──────── Supplied material
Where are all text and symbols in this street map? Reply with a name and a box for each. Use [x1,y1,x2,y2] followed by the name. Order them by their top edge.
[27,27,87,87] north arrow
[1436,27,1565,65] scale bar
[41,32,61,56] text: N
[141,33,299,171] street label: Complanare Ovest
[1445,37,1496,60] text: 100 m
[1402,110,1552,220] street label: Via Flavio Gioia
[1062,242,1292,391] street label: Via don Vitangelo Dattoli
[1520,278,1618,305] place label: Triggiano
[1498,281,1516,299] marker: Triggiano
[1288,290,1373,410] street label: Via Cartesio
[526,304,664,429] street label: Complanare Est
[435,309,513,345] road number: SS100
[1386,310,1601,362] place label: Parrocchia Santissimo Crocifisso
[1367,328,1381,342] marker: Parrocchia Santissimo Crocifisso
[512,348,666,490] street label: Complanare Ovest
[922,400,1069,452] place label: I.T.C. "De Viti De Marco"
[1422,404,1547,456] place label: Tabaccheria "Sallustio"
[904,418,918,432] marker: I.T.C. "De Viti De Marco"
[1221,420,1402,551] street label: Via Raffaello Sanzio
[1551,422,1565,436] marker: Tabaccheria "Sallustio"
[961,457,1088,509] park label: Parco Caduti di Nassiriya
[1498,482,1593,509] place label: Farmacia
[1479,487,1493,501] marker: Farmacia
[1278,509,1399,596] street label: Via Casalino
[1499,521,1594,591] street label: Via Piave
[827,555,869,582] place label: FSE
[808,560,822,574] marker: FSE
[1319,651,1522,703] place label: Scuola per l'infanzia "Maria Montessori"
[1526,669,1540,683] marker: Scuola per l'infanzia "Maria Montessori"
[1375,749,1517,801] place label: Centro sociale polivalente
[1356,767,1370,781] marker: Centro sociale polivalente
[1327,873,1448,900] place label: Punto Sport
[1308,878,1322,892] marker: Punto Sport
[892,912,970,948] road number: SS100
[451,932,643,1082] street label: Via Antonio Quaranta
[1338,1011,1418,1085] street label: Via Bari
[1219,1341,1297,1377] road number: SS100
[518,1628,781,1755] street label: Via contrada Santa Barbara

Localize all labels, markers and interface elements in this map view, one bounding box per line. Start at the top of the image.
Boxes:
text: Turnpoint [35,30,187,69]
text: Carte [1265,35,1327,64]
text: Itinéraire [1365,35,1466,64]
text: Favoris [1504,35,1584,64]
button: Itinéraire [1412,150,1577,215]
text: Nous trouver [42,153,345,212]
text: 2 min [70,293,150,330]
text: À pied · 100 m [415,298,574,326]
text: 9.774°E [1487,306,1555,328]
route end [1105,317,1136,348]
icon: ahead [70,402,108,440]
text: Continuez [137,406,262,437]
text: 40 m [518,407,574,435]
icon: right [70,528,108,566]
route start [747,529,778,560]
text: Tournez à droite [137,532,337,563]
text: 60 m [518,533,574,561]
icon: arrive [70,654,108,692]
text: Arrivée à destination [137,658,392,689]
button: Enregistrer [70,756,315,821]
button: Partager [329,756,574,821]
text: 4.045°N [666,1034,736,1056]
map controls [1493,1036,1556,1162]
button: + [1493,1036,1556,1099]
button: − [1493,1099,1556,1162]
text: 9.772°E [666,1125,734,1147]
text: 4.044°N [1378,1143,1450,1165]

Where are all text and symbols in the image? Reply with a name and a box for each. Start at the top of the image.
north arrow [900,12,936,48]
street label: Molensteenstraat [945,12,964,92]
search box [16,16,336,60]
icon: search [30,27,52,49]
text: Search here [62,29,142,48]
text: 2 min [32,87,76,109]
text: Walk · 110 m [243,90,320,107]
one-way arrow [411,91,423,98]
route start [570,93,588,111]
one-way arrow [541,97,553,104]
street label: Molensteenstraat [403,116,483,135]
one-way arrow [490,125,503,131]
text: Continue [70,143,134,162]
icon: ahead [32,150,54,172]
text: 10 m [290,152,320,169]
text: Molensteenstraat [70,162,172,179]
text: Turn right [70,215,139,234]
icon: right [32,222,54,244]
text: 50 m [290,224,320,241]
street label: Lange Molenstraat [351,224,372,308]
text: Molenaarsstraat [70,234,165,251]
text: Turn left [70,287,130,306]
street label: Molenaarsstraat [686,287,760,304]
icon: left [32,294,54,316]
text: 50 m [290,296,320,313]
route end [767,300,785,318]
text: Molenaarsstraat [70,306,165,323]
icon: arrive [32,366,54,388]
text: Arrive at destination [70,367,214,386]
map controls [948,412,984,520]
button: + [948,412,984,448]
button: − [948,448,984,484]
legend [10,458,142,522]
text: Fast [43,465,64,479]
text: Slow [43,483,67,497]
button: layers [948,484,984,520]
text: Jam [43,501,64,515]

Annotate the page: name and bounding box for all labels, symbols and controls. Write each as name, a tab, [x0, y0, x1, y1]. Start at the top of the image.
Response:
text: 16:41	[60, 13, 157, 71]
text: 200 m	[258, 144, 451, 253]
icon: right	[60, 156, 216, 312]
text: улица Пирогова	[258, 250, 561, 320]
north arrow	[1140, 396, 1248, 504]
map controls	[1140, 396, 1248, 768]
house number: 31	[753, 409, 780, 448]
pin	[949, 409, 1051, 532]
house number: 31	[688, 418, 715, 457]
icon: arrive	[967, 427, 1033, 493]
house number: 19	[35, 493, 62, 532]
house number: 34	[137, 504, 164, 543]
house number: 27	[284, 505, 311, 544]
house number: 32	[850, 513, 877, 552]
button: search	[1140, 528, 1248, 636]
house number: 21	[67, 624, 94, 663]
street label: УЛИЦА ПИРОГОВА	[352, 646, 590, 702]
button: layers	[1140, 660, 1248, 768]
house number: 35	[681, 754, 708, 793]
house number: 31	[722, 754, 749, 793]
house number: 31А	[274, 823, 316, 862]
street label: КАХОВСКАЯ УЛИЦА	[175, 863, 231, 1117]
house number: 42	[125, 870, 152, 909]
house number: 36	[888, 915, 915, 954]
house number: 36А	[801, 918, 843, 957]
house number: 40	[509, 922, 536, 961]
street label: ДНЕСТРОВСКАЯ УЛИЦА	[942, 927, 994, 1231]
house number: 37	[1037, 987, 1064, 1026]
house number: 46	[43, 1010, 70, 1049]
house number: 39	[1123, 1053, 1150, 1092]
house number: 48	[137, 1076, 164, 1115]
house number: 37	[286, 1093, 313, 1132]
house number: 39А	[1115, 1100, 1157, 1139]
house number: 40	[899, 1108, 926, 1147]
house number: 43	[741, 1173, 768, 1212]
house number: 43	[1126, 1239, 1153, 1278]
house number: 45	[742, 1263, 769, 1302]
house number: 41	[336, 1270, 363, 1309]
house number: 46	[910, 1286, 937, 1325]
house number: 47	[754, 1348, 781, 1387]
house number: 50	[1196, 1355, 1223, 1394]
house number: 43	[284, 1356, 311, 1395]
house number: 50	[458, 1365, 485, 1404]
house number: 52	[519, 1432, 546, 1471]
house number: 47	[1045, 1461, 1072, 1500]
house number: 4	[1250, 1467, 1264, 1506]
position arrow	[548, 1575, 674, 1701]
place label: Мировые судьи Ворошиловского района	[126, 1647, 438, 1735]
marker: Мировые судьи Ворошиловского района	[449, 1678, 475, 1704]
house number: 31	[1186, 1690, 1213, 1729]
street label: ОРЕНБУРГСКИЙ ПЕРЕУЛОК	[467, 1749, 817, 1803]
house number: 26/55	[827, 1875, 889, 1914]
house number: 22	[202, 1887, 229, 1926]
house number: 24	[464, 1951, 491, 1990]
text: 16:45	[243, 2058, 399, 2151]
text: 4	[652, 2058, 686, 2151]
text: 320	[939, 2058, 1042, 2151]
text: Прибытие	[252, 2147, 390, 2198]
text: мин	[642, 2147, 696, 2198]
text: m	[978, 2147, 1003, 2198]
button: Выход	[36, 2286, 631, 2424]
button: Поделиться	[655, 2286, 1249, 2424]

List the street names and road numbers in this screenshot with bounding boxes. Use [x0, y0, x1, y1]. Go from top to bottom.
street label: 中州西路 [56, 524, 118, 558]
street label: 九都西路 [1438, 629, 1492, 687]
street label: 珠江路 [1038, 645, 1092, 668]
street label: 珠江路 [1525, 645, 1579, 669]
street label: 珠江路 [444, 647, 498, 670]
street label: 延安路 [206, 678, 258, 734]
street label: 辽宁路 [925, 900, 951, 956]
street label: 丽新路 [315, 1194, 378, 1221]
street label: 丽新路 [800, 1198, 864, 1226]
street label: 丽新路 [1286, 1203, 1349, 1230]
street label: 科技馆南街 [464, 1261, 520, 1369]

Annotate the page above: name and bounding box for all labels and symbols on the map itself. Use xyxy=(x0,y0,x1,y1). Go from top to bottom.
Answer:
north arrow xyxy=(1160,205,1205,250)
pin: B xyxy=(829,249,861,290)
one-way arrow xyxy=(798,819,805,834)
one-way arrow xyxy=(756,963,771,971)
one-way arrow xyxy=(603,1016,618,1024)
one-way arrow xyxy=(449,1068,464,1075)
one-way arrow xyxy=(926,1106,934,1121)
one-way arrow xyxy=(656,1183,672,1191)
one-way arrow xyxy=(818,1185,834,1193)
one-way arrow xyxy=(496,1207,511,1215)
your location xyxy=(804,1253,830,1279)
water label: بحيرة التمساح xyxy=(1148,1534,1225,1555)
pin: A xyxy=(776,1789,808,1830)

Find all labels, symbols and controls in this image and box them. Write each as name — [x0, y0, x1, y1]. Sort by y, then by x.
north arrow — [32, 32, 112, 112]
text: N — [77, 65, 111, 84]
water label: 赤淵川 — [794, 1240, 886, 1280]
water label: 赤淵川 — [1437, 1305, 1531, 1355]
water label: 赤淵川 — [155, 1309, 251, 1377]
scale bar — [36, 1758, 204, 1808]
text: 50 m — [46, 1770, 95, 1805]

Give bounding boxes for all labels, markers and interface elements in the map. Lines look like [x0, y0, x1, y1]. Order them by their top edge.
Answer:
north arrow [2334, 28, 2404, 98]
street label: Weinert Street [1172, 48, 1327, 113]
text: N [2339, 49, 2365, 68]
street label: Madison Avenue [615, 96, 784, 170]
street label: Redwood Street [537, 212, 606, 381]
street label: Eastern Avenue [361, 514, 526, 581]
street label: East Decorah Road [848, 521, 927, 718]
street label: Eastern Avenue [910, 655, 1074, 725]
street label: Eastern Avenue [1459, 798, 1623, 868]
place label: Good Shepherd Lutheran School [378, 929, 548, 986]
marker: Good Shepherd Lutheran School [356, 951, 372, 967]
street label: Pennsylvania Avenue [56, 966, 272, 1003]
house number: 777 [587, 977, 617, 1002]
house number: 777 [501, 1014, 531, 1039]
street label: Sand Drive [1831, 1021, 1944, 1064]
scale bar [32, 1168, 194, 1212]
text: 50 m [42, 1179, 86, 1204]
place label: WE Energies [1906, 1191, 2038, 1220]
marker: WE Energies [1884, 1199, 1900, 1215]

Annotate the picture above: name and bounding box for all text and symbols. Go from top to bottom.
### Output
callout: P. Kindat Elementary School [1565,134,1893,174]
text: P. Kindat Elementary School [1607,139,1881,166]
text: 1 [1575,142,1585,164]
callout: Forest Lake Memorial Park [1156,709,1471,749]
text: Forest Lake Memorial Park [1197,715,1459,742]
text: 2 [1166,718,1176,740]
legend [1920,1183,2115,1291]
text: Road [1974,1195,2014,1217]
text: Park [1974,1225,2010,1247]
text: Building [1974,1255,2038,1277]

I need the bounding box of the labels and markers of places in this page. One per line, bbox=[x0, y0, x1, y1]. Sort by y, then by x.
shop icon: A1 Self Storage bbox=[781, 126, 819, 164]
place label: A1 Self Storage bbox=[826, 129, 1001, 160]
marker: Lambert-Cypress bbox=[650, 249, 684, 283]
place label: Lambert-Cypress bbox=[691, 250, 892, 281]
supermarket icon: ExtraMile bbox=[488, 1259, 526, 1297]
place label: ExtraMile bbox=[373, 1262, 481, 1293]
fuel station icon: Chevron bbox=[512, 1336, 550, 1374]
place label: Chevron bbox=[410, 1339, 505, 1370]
────────────────
In the records, which lines use the word "Molensteenstraat"? Report them.

[Written solution]
street label: Molensteenstraat [945,12,964,92]
street label: Molensteenstraat [403,116,483,135]
text: Molensteenstraat [70,162,172,179]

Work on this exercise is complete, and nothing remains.